== DATA RECORDS

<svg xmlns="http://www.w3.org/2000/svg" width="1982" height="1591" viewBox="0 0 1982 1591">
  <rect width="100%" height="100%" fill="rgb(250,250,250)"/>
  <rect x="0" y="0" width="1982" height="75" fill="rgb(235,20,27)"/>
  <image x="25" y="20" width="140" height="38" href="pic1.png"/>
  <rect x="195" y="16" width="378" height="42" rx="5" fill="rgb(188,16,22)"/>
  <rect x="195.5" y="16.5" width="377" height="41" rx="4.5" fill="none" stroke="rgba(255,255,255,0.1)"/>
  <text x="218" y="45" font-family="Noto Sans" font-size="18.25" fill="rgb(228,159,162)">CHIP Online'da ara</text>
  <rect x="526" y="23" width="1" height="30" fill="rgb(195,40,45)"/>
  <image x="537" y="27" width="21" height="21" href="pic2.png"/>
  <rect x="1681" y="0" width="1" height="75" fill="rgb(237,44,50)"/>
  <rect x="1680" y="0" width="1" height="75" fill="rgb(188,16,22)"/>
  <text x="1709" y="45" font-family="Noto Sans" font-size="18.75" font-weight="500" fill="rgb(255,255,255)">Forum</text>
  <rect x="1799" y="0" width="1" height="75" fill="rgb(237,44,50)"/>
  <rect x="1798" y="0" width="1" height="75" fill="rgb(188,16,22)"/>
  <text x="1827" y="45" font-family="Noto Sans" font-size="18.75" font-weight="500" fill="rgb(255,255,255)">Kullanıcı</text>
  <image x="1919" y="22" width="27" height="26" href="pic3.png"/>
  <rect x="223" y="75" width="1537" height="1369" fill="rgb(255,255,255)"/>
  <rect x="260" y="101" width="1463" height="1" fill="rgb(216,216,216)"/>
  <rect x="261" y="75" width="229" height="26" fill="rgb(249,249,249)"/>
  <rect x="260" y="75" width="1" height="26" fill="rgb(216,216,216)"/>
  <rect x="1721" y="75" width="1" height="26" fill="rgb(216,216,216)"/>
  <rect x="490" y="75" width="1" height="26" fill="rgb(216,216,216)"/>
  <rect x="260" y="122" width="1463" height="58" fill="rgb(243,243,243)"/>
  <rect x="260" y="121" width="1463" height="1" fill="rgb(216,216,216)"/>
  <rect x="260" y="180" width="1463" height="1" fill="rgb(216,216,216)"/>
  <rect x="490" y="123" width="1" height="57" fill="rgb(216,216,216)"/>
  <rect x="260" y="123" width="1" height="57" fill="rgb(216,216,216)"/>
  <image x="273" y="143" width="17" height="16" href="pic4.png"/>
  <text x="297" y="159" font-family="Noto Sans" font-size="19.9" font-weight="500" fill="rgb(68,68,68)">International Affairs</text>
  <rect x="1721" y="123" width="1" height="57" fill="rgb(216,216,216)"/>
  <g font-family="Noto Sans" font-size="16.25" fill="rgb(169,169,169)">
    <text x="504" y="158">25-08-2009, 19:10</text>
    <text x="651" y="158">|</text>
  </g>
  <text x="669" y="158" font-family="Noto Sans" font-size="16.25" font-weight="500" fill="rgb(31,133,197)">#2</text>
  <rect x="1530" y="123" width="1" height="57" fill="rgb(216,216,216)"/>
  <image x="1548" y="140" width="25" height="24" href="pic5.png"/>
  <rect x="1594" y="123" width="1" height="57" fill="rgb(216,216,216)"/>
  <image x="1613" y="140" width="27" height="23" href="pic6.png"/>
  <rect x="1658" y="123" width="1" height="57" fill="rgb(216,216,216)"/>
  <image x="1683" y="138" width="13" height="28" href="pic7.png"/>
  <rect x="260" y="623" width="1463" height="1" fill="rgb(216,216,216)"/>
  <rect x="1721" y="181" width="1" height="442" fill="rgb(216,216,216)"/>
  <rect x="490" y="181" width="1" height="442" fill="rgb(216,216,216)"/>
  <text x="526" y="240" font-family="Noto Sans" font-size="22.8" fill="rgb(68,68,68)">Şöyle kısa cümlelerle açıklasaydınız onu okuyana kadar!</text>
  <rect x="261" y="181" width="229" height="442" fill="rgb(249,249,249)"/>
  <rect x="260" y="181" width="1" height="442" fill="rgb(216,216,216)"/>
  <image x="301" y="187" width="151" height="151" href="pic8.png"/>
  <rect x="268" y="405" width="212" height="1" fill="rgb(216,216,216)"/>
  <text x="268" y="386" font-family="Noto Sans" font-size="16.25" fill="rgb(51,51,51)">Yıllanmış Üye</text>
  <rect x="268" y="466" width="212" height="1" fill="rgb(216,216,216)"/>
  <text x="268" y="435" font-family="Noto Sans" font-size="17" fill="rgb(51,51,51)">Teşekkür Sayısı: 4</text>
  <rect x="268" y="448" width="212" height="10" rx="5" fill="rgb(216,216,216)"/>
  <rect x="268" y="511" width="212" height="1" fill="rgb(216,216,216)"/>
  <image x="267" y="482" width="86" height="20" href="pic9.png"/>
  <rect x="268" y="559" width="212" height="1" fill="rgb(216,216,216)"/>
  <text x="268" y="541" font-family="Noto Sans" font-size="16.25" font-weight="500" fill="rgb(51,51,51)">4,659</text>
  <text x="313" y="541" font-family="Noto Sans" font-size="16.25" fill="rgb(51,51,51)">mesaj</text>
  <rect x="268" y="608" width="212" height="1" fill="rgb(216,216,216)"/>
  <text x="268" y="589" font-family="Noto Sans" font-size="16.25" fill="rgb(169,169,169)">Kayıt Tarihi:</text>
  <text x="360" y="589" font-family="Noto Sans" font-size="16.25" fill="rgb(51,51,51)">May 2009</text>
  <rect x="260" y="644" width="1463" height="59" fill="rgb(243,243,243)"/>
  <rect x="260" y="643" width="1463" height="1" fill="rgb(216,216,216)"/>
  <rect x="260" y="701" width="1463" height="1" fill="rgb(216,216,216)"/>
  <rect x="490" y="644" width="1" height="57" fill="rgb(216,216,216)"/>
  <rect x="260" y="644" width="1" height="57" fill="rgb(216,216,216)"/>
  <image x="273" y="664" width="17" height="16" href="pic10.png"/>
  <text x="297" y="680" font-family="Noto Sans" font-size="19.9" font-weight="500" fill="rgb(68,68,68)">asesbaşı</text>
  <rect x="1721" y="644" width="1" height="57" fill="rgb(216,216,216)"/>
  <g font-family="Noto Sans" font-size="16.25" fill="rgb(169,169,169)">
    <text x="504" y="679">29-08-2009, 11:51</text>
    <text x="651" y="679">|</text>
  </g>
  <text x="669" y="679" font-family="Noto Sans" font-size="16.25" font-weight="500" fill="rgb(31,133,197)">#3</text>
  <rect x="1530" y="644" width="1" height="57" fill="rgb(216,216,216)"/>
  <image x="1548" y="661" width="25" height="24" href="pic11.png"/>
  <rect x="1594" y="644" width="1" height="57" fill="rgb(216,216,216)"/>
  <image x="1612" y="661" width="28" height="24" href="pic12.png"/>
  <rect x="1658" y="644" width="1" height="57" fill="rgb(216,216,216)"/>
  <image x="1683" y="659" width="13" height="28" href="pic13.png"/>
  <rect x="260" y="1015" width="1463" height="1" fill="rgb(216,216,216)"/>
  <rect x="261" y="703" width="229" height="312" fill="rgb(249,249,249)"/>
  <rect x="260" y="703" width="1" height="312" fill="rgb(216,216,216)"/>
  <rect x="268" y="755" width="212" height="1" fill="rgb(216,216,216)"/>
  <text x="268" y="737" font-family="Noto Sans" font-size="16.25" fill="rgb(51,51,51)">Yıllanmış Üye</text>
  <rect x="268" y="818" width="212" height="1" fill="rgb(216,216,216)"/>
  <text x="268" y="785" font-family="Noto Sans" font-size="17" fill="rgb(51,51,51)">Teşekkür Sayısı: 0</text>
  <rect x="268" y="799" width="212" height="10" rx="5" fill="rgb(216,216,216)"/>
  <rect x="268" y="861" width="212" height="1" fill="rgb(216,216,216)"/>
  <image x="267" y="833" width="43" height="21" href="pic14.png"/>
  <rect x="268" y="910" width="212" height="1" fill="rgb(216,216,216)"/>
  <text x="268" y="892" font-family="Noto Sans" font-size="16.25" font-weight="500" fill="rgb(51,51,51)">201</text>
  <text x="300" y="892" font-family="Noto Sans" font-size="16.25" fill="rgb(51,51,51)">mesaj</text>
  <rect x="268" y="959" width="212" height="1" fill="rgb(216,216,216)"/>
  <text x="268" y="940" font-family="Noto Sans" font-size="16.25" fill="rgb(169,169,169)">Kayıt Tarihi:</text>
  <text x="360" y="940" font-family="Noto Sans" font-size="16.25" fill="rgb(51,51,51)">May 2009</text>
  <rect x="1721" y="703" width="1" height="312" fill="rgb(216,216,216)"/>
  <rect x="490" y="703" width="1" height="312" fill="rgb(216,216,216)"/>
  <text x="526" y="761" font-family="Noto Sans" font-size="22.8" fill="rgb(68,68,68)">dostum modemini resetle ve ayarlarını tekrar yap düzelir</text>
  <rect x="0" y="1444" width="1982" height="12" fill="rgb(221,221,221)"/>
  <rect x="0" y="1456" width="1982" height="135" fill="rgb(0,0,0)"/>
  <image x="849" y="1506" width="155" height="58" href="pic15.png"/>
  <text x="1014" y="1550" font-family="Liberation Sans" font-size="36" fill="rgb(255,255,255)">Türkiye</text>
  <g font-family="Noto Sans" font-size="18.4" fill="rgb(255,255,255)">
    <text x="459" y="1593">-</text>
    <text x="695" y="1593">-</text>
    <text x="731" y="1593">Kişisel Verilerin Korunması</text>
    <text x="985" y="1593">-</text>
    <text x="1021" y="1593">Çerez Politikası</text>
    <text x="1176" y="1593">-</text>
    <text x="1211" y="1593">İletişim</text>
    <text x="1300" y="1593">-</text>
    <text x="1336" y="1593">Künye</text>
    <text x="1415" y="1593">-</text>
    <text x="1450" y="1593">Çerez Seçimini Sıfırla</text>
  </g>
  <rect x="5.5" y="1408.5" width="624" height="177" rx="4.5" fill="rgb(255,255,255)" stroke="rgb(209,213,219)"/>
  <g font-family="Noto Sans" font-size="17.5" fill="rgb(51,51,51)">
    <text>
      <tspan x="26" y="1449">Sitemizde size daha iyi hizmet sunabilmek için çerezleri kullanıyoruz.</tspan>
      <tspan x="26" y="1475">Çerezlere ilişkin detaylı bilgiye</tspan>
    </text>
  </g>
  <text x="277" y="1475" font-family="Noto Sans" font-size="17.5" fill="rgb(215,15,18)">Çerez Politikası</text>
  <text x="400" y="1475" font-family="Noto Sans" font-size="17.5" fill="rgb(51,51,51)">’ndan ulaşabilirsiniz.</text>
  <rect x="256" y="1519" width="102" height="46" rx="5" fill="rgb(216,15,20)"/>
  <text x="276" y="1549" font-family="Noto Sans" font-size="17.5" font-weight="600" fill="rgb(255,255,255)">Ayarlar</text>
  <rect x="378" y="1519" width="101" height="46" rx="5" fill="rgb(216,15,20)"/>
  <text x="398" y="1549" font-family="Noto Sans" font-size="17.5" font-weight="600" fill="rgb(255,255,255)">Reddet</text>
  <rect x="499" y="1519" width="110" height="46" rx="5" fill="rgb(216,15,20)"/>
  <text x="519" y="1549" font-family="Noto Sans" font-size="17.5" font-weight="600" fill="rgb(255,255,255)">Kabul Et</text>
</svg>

====

__EXERCISE DIRECTIONS__. Return all lines from the entries that contain the string "tspan".

__TASK SOLUTION__.
      <tspan x="26" y="1449">Sitemizde size daha iyi hizmet sunabilmek için çerezleri kullanıyoruz.</tspan>
      <tspan x="26" y="1475">Çerezlere ilişkin detaylı bilgiye</tspan>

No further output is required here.